How is it possible that not one single authority pushing the coronavirus agenda appears to believe it themselves?
Seriously: have we ever seen even one of these people who pushes this stuff actually practicing what they preach?
This guy is the Mexican Anthony Fauci – just to give some context here.
Every night, in a televised news conference, Mexico’s COVID-19 point man gives a somber update on the pandemic’s toll.
Hugo López-Gatell, Mexico’s undersecretary of health, speaks of a scarcity of oxygen tanks, of hospitals at a near breaking point and of healthcare workers who have died in numbers higher than anywhere else in the world.
Then he makes a dramatic plea, an appeal he has uttered so often and with such conviction that it has spurred internet memes and has even been remixed into a reggaetón song: “Stay home.”
So it struck a nerve for many in the nation when photographs emerged over the weekend showing López-Gatell relaxing on a sandy Pacific beach nearly 500 miles from his residence in Mexico City.
In one photo, he is seen seated at an outdoor bar with a female companion. Neither is wearing a mask. In a second photo, taken a few days earlier on a crowded flight from Mexico City to the beach resort in southern Oaxaca, López-Gatell is seen talking on a cellphone — again, no mask.

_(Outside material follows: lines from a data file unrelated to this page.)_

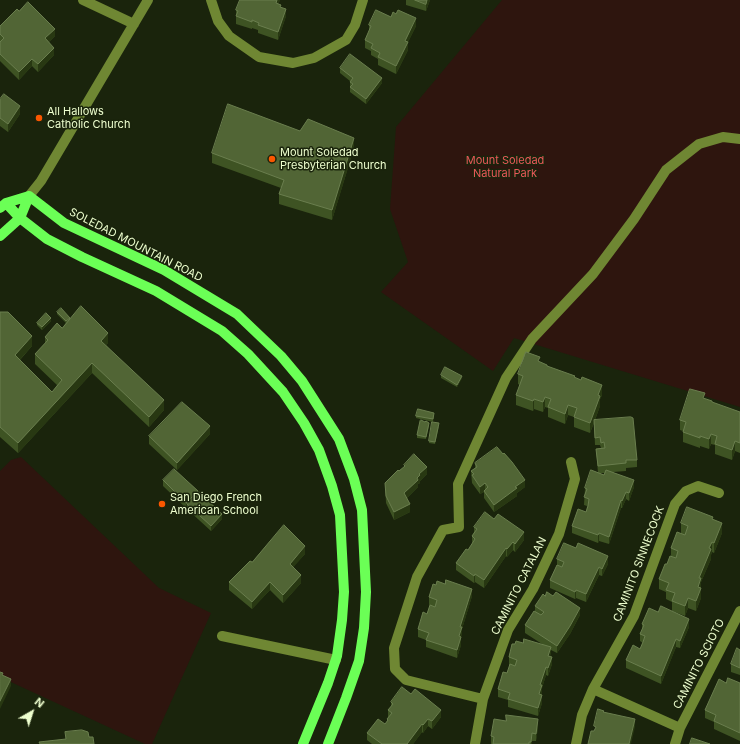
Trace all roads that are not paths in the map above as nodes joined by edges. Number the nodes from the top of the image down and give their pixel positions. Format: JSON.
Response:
{"nodes":[{"id":1,"x":83,"y":0,"type":"edge"},
{"id":2,"x":148,"y":0,"type":"edge"},
{"id":3,"x":211,"y":0,"type":"edge"},
{"id":4,"x":363,"y":0,"type":"edge"},
{"id":5,"x":134,"y":24,"type":"junction"},
{"id":6,"x":740,"y":139,"type":"edge"},
{"id":7,"x":29,"y":196,"type":"junction"},
{"id":8,"x":3,"y":205,"type":"edge"},
{"id":9,"x":20,"y":218,"type":"junction"},
{"id":10,"x":0,"y":236,"type":"edge"},
{"id":11,"x":571,"y":462,"type":"dead end"},
{"id":12,"x":719,"y":493,"type":"dead end"},
{"id":13,"x":740,"y":611,"type":"edge"},
{"id":14,"x":222,"y":636,"type":"dead end"},
{"id":15,"x":336,"y":660,"type":"junction"},
{"id":16,"x":593,"y":689,"type":"junction"},
{"id":17,"x":483,"y":699,"type":"junction"},
{"id":18,"x":680,"y":728,"type":"junction"},
{"id":19,"x":303,"y":744,"type":"edge"},
{"id":20,"x":328,"y":744,"type":"edge"},
{"id":21,"x":475,"y":744,"type":"edge"},
{"id":22,"x":576,"y":744,"type":"edge"},
{"id":23,"x":675,"y":744,"type":"edge"}],
"edges":[{"from":1,"to":5,"type":"street"},
{"from":2,"to":5,"type":"street"},
{"from":3,"to":4,"type":"street"},
{"from":5,"to":7,"type":"street"},
{"from":6,"to":17,"type":"street"},
{"from":7,"to":8,"type":"main road"},
{"from":7,"to":9,"type":"main road"},
{"from":7,"to":20,"type":"main road","name":"SOLEDAD MOUNTAIN ROAD"},
{"from":8,"to":9,"type":"main road"},
{"from":9,"to":10,"type":"main road"},
{"from":9,"to":15,"type":"main road"},
{"from":11,"to":17,"type":"street","name":"CAMINITO CATALAN"},
{"from":12,"to":16,"type":"street","name":"CAMINITO SINNECOCK"},
{"from":13,"to":18,"type":"street","name":"CAMINITO SCIOTO"},
{"from":14,"to":15,"type":"street"},
{"from":15,"to":19,"type":"main road"},
{"from":16,"to":18,"type":"street","name":"CAMINITO SCIOTO"},
{"from":16,"to":22,"type":"street","name":"CAMINITO SINNECOCK"},
{"from":17,"to":21,"type":"street","name":"CAMINITO CATALAN"},
{"from":18,"to":23,"type":"street","name":"CAMINITO SCIOTO"}]}
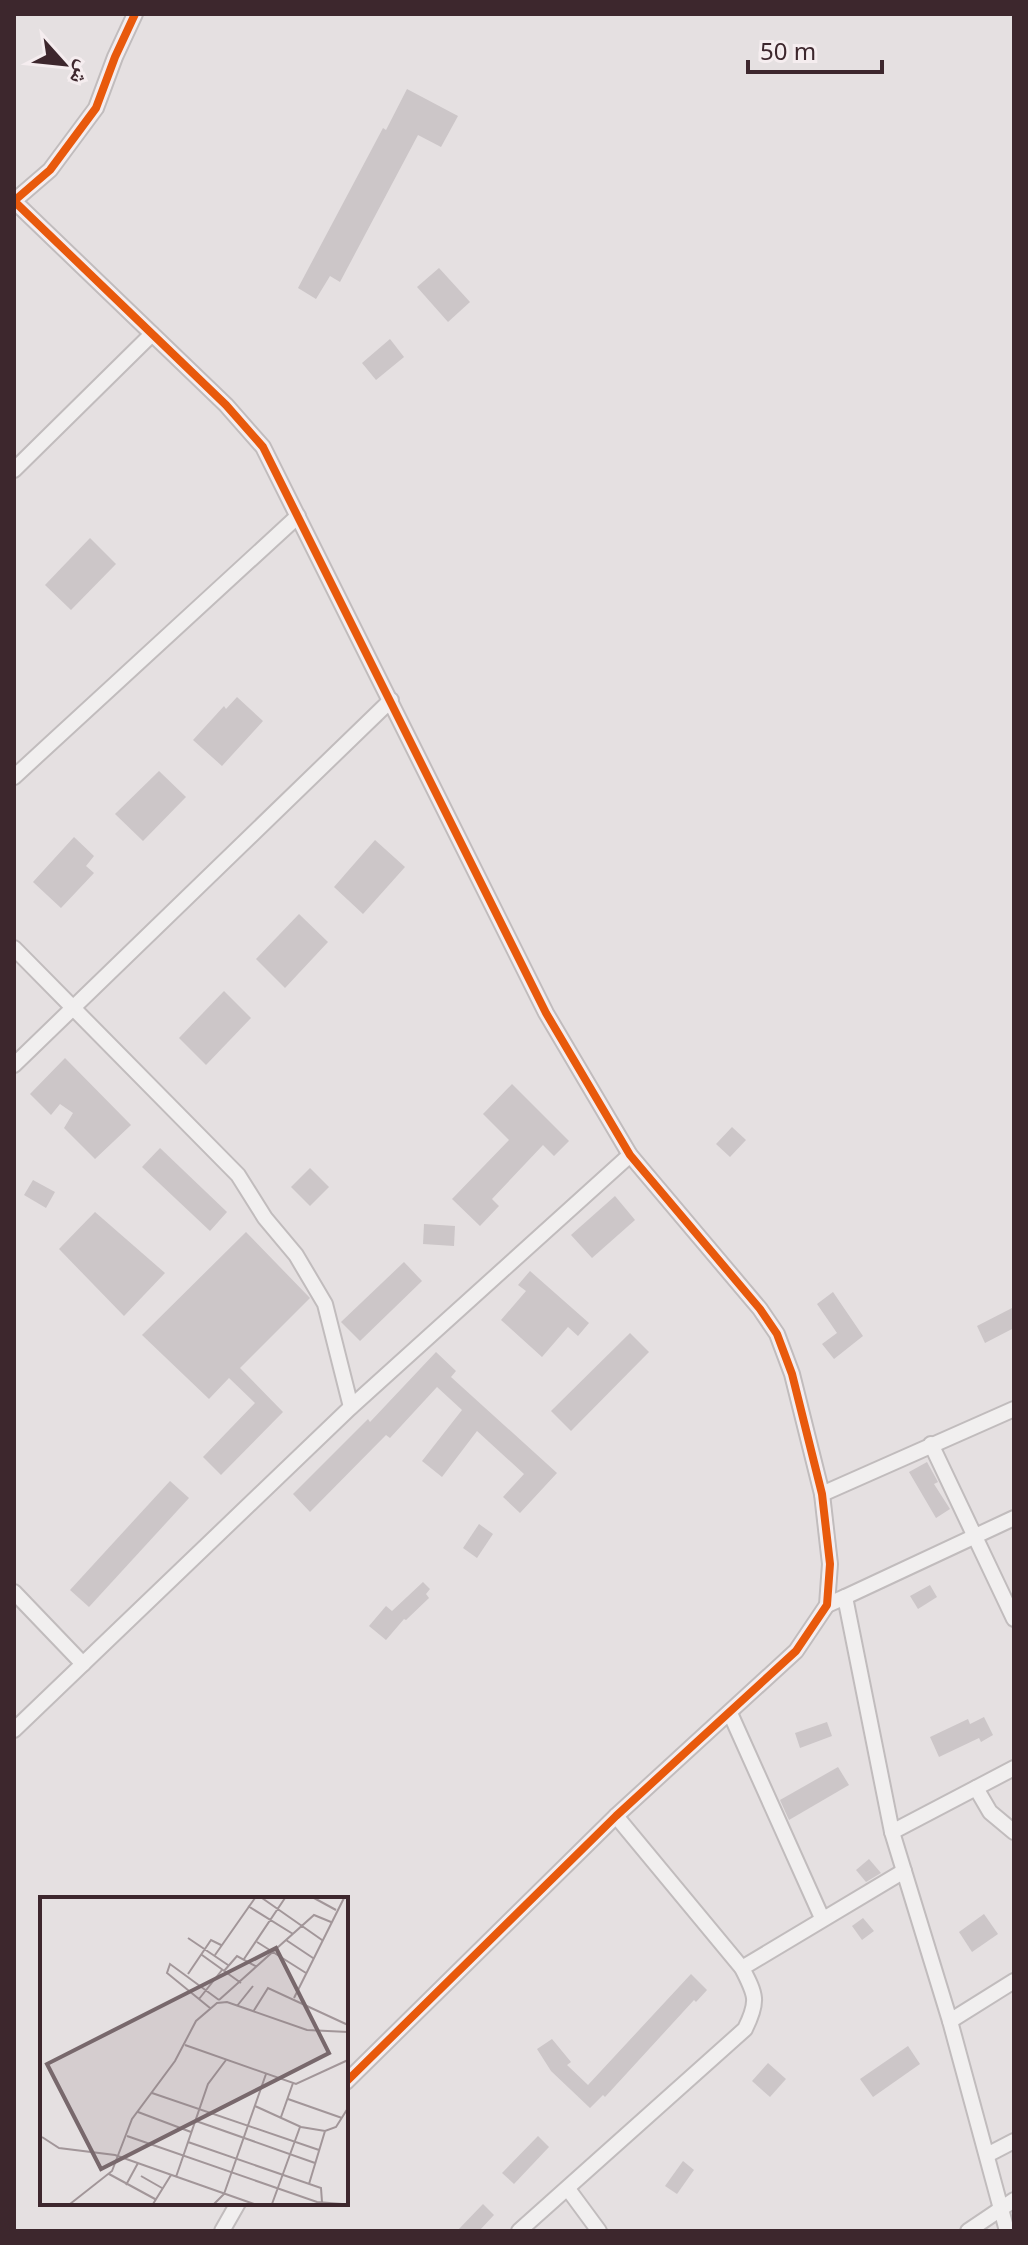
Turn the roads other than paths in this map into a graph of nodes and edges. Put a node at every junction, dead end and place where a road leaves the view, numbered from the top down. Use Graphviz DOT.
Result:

Now he’s among the club of public authorities criticized for what some consider pandemic hypocrisy. Other officials caught for not practicing what they preach include California Gov. Gavin Newsom, who was scorned after attending a November birthday dinner at a Napa Valley restaurant, and Austin Mayor Steve Adler, who in November filmed a video urging his constituents not to travel — while he was on a Mexican vacation in Cabo San Lucas.
The obvious explanation for why none of these people appear to believe in this virus threat is that none of them do believe in it.
It’s probably actually hard to think of any other reason why it would be so apparent that none of the official authorities pushing the coronavirus agenda, pushing the fear of the virus, appear to themselves be afraid of the virus.